(Stored data entries)

····················

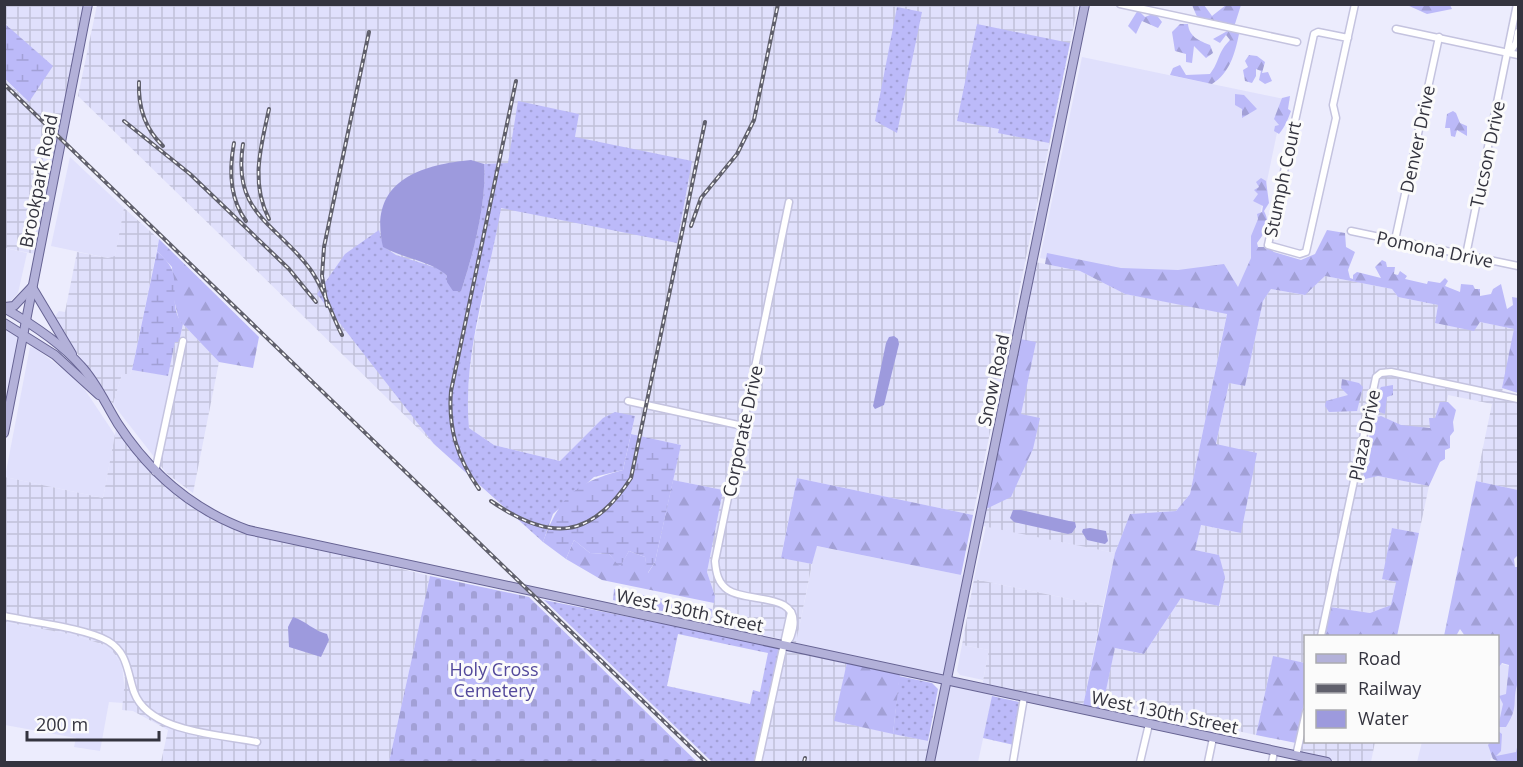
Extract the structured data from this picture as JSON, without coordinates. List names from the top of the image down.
{
  "streets": {
    "main road": ["Brookpark Road", "Snow Road", "West 130th Street"],
    "street": [
      "Denver Drive",
      "Tucson Drive",
      "Stumph Court",
      "Pomona Drive",
      "Corporate Drive",
      "Plaza Drive"
    ]
  },
  "crossings": [
    ["Denver Drive", "Pomona Drive"],
    ["Tucson Drive", "Pomona Drive"],
    ["Brookpark Road", "West 130th Street"],
    ["Snow Road", "West 130th Street"],
    ["Corporate Drive", "West 130th Street"]
  ],
  "parks": ["Holy Cross Cemetery"],
  "legend": ["Road", "Railway", "Water"],
  "scale_bar": "200 m"
}
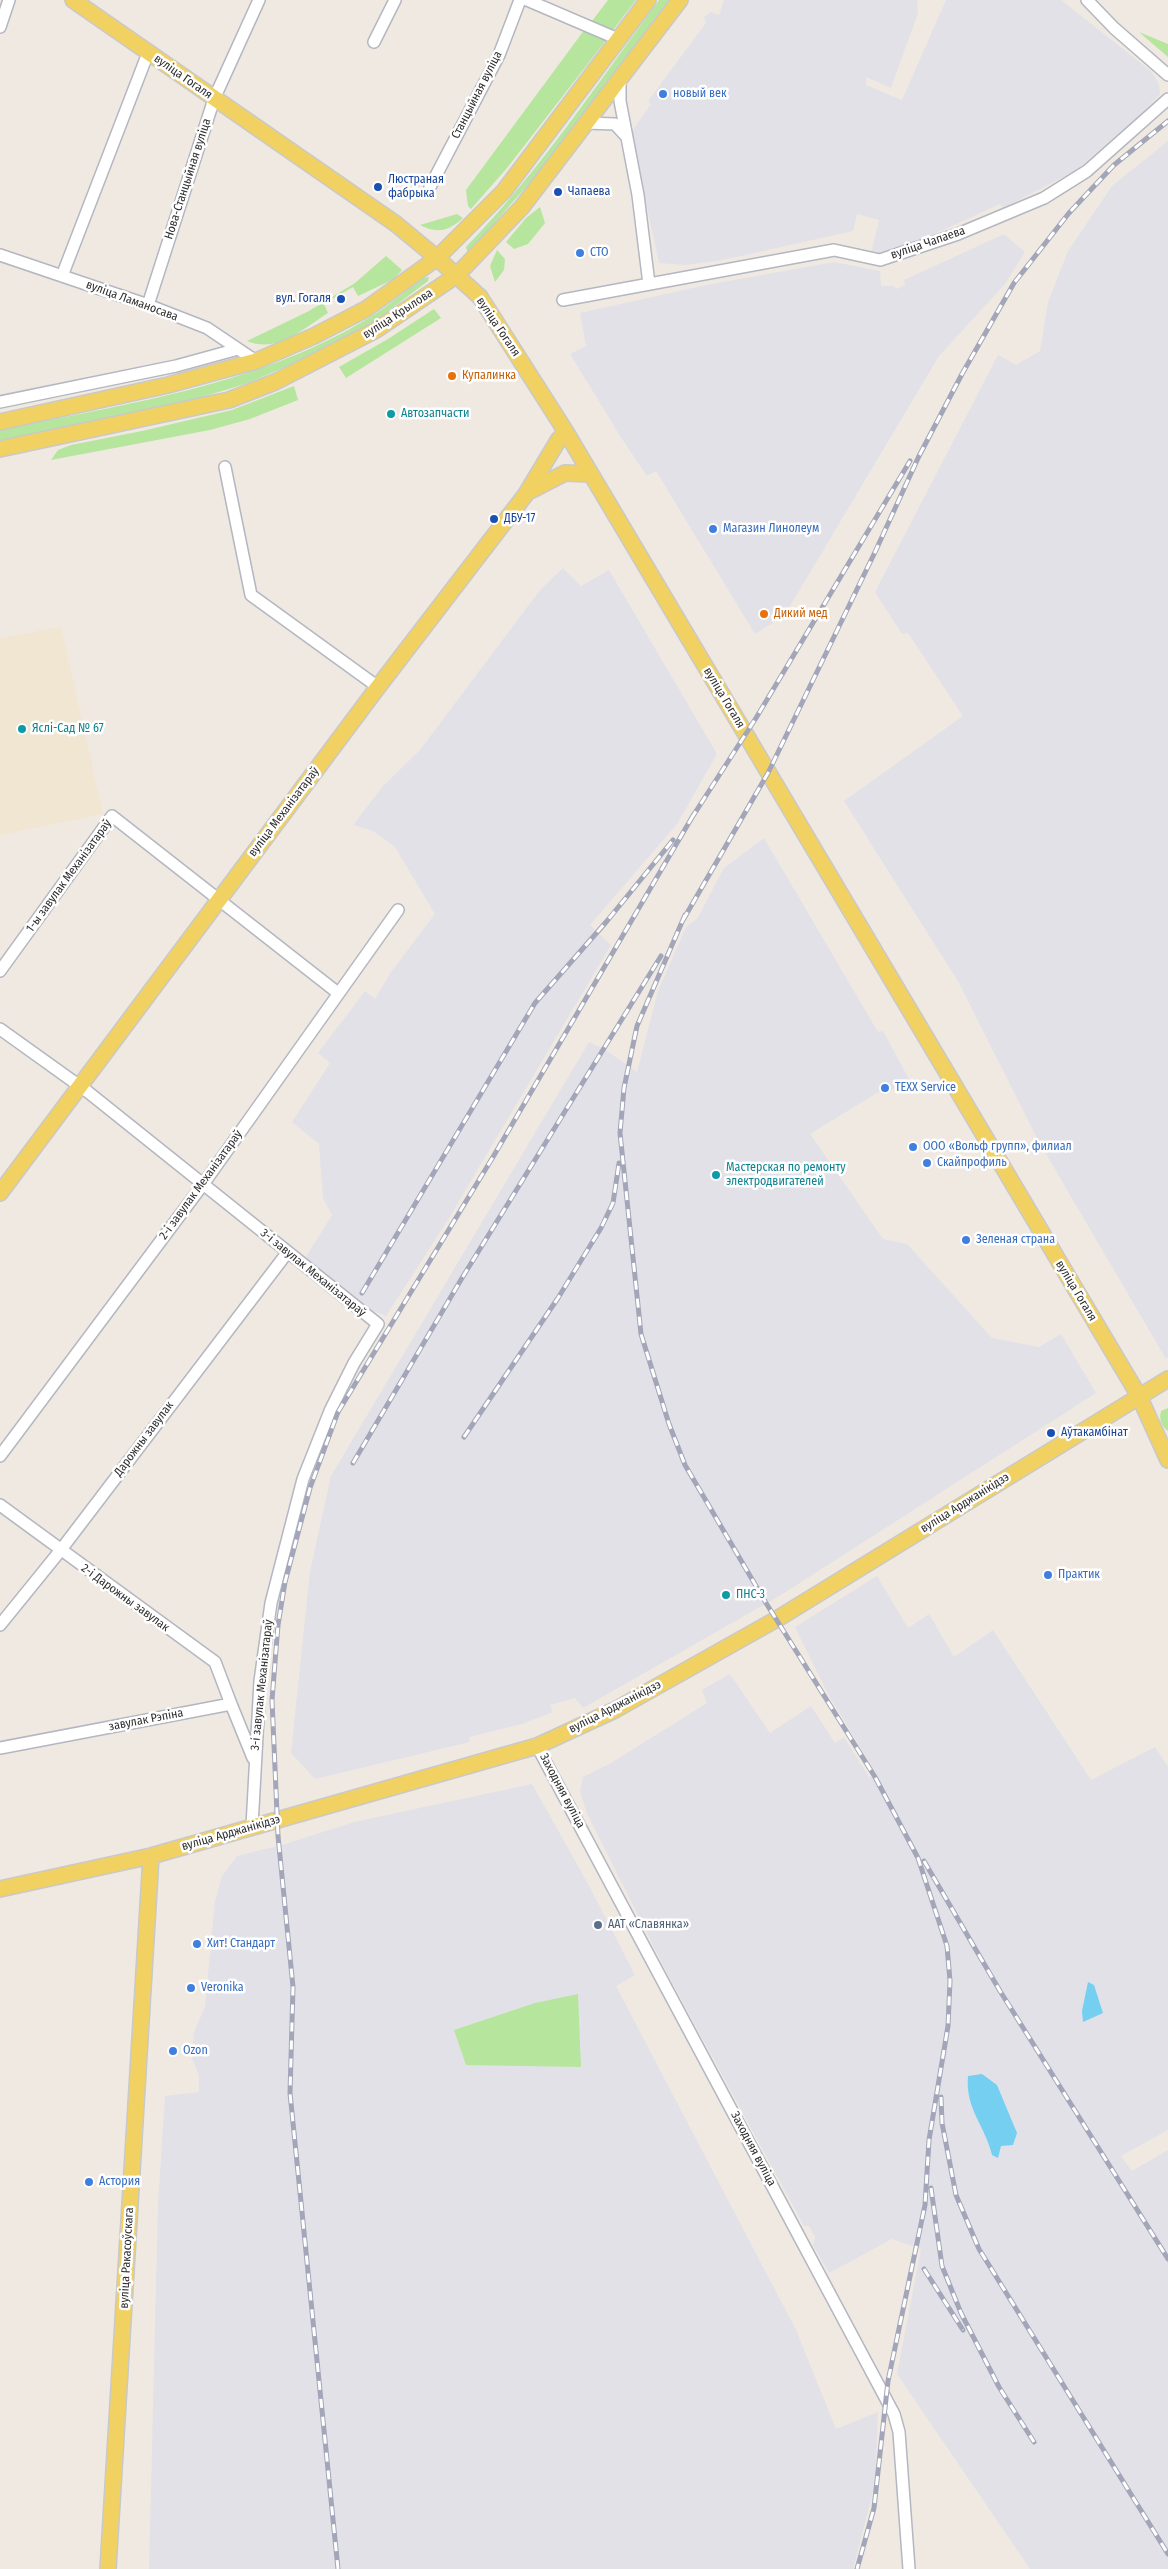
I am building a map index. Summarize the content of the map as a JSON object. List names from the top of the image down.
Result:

····················

→ **EXERCISE DESCRIPTION**
Set down all records verbatim, omitting images.

→ **TASK ANSWER**
Extract the structured data from this picture as JSON, without coordinates. List names from the top of the image down.
{
  "streets": {
    "main road": ["Brookpark Road", "Snow Road", "West 130th Street"],
    "street": [
      "Denver Drive",
      "Tucson Drive",
      "Stumph Court",
      "Pomona Drive",
      "Corporate Drive",
      "Plaza Drive"
    ]
  },
  "crossings": [
    ["Denver Drive", "Pomona Drive"],
    ["Tucson Drive", "Pomona Drive"],
    ["Brookpark Road", "West 130th Street"],
    ["Snow Road", "West 130th Street"],
    ["Corporate Drive", "West 130th Street"]
  ],
  "parks": ["Holy Cross Cemetery"],
  "legend": ["Road", "Railway", "Water"],
  "scale_bar": "200 m"
}
I am building a map index. Summarize the content of the map as a JSON object. List names from the top of the image down.
Result:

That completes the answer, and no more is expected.